The inconclusive March 4 vote delivered two winners, the center-right bloc led by the right-wing and the anti-immigrant League party, which also includes former prime minister Silvio Berlusconi's Forza Italia party, and the populist Five Star Movement.
Voters also handed a crushing defeat to the center-left Democratic Party of outgoing Prime Minister Paolo Gentiloni, consigning it to the opposition.
As head of state, Mattarella has the power to name a prime minister, dissolve parliament, and call elections.
After the first round of talks are held on Wednesday and Thursday, Mattarella will have several options: to give someone a mandate to form a government; to initiate a second round of formal talks; or to take time out for another period of informal talks, according to Italian news agency ANSA.

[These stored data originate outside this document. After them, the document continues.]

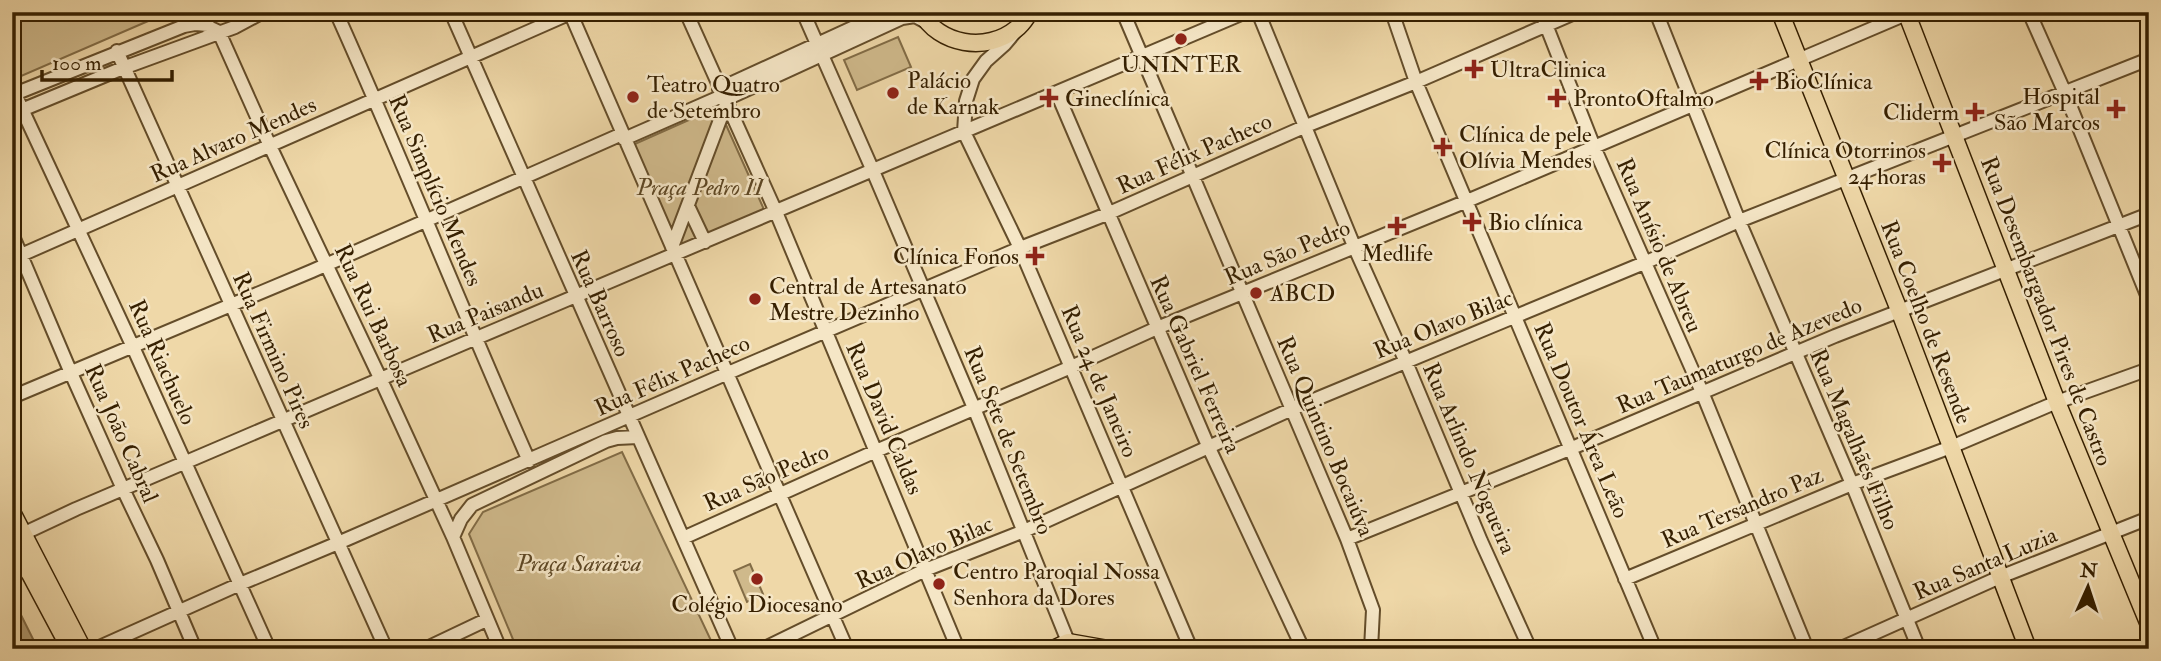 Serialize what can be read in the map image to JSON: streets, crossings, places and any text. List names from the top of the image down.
{
  "streets": {
    "main road": ["Rua Desembargador Pires de Castro", "Rua Coelho de Resende"],
    "street": [
      "Rua Alvaro Mendes",
      "Rua Félix Pacheco",
      "Rua Simplício Mendes",
      "Rua Anísio de Abreu",
      "Rua São Pedro",
      "Rua Barroso",
      "Rua Paisandu",
      "Rua Rui Barbosa",
      "Rua Olavo Bilac",
      "Rua Firmino Pires",
      "Rua Taumaturgo de Azevedo",
      "Rua Riachuelo",
      "Rua Gabriel Ferreira",
      "Rua 24 de Janeiro",
      "Rua David Caldas",
      "Rua Doutor Área Leão",
      "Rua João Cabral",
      "Rua Quintino Bocaiúva",
      "Rua Magalhães Filho",
      "Rua Sete de Setembro",
      "Rua Arlindo Nogueira",
      "Rua Tersandro Paz",
      "Rua Santa Luzia"
    ]
  },
  "crossings": [
    ["Rua Alvaro Mendes", "Rua Simplício Mendes"],
    ["Rua Alvaro Mendes", "Rua Barroso"],
    ["Rua Alvaro Mendes", "Rua Rui Barbosa"],
    ["Rua Alvaro Mendes", "Rua Firmino Pires"],
    ["Rua Alvaro Mendes", "Rua Riachuelo"],
    ["Rua Alvaro Mendes", "Rua João Cabral"],
    ["Rua Félix Pacheco", "Rua Simplício Mendes"],
    ["Rua Félix Pacheco", "Rua Anísio de Abreu"],
    ["Rua Félix Pacheco", "Rua Barroso"],
    ["Rua Félix Pacheco", "Rua Rui Barbosa"],
    ["Rua Félix Pacheco", "Rua Firmino Pires"],
    ["Rua Félix Pacheco", "Rua Riachuelo"],
    ["Rua Félix Pacheco", "Rua Gabriel Ferreira"],
    ["Rua Félix Pacheco", "Rua 24 de Janeiro"],
    ["Rua Félix Pacheco", "Rua David Caldas"],
    ["Rua Félix Pacheco", "Rua Doutor Área Leão"],
    ["Rua Félix Pacheco", "Rua João Cabral"],
    ["Rua Félix Pacheco", "Rua Quintino Bocaiúva"],
    ["Rua Félix Pacheco", "Rua Sete de Setembro"],
    ["Rua Félix Pacheco", "Rua Arlindo Nogueira"],
    ["Rua Simplício Mendes", "Rua Paisandu"],
    ["Rua Anísio de Abreu", "Rua São Pedro"],
    ["Rua Anísio de Abreu", "Rua Olavo Bilac"],
    ["Rua Anísio de Abreu", "Rua Taumaturgo de Azevedo"],
    ["Rua Anísio de Abreu", "Rua Tersandro Paz"],
    ["Rua São Pedro", "Rua Barroso"],
    ["Rua São Pedro", "Rua Desembargador Pires de Castro"],
    ["Rua São Pedro", "Rua Coelho de Resende"],
    ["Rua São Pedro", "Rua Gabriel Ferreira"],
    ["Rua São Pedro", "Rua 24 de Janeiro"],
    ["Rua São Pedro", "Rua David Caldas"],
    ["Rua São Pedro", "Rua Doutor Área Leão"],
    ["Rua São Pedro", "Rua Quintino Bocaiúva"],
    ["Rua São Pedro", "Rua Magalhães Filho"],
    ["Rua São Pedro", "Rua Sete de Setembro"],
    ["Rua São Pedro", "Rua Arlindo Nogueira"],
    ["Rua Barroso", "Rua Paisandu"],
    ["Rua Desembargador Pires de Castro", "Rua Olavo Bilac"],
    ["Rua Desembargador Pires de Castro", "Rua Taumaturgo de Azevedo"],
    ["Rua Desembargador Pires de Castro", "Rua Tersandro Paz"],
    ["Rua Desembargador Pires de Castro", "Rua Santa Luzia"],
    ["Rua Paisandu", "Rua Rui Barbosa"],
    ["Rua Paisandu", "Rua Firmino Pires"],
    ["Rua Paisandu", "Rua Riachuelo"],
    ["Rua Paisandu", "Rua Gabriel Ferreira"],
    ["Rua Paisandu", "Rua 24 de Janeiro"],
    ["Rua Paisandu", "Rua David Caldas"],
    ["Rua Paisandu", "Rua João Cabral"],
    ["Rua Paisandu", "Rua Quintino Bocaiúva"],
    ["Rua Paisandu", "Rua Sete de Setembro"],
    ["Rua Coelho de Resende", "Rua Olavo Bilac"],
    ["Rua Coelho de Resende", "Rua Taumaturgo de Azevedo"],
    ["Rua Coelho de Resende", "Rua Tersandro Paz"],
    ["Rua Coelho de Resende", "Rua Santa Luzia"],
    ["Rua Olavo Bilac", "Rua Gabriel Ferreira"],
    ["Rua Olavo Bilac", "Rua 24 de Janeiro"],
    ["Rua Olavo Bilac", "Rua David Caldas"],
    ["Rua Olavo Bilac", "Rua Doutor Área Leão"],
    ["Rua Olavo Bilac", "Rua Quintino Bocaiúva"],
    ["Rua Olavo Bilac", "Rua Magalhães Filho"],
    ["Rua Olavo Bilac", "Rua Sete de Setembro"],
    ["Rua Olavo Bilac", "Rua Arlindo Nogueira"],
    ["Rua Taumaturgo de Azevedo", "Rua Doutor Área Leão"],
    ["Rua Taumaturgo de Azevedo", "Rua Quintino Bocaiúva"],
    ["Rua Taumaturgo de Azevedo", "Rua Magalhães Filho"],
    ["Rua Taumaturgo de Azevedo", "Rua Arlindo Nogueira"],
    ["Rua Doutor Área Leão", "Rua Tersandro Paz"],
    ["Rua Magalhães Filho", "Rua Tersandro Paz"],
    ["Rua Magalhães Filho", "Rua Santa Luzia"]
  ],
  "parks": ["Praça Pedro II", "Praça Saraiva"],
  "places": {
    "other": [
      "UNINTER",
      "Palácio de Karnak",
      "Teatro Quatro de Setembro",
      "ABCD",
      "Central de Artesanato Mestre Dezinho",
      "Colégio Diocesano",
      "Centro Paroqial Nossa Senhora da Dores"
    ],
    "health": [
      "UltraClinica",
      "BioClínica",
      "Gineclínica",
      "ProntoOftalmo",
      "Hospital São Marcos",
      "Cliderm",
      "Clínica de pele Olívia Mendes",
      "Clínica Otorrinos 24 horas",
      "Bio clínica",
      "Medlife",
      "Clínica Fonos"
    ]
  },
  "scale_bar": "100 m",
  "north": "top"
}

Mattarella must suss out whether the Five Stars and League parties can find enough common ground to form a stable government that can rule for the next five years.
League leader Matteo Salvini, whose party made huge gains in the wealthier northern part of Italy, and Five Star chief Luigi Di Maio, whose party made inroads in the impoverished south, both claim the right to be the next prime minister of Italy.
While the two leaders have made overtures to each other, one stumbling block is that the Five Stars, who pride themselves on being untainted by corruption and cronyism, object to Salvini's main ally, Berlusconi, who has a long list of corruption charges.
The media mogul was expelled from parliament in 2013 following a tax fraud conviction, and is currently on trial in at least two ongoing witness-tampering cases in connection with alleged orgies at his home while he was still prime minister.
Both election winners have pledged to crack down on immigration, roll back unpopular pension reforms, introduce drastic tax cuts and generous welfare measures, cut government waste, and break European Union (EU) rules on public spending if necessary.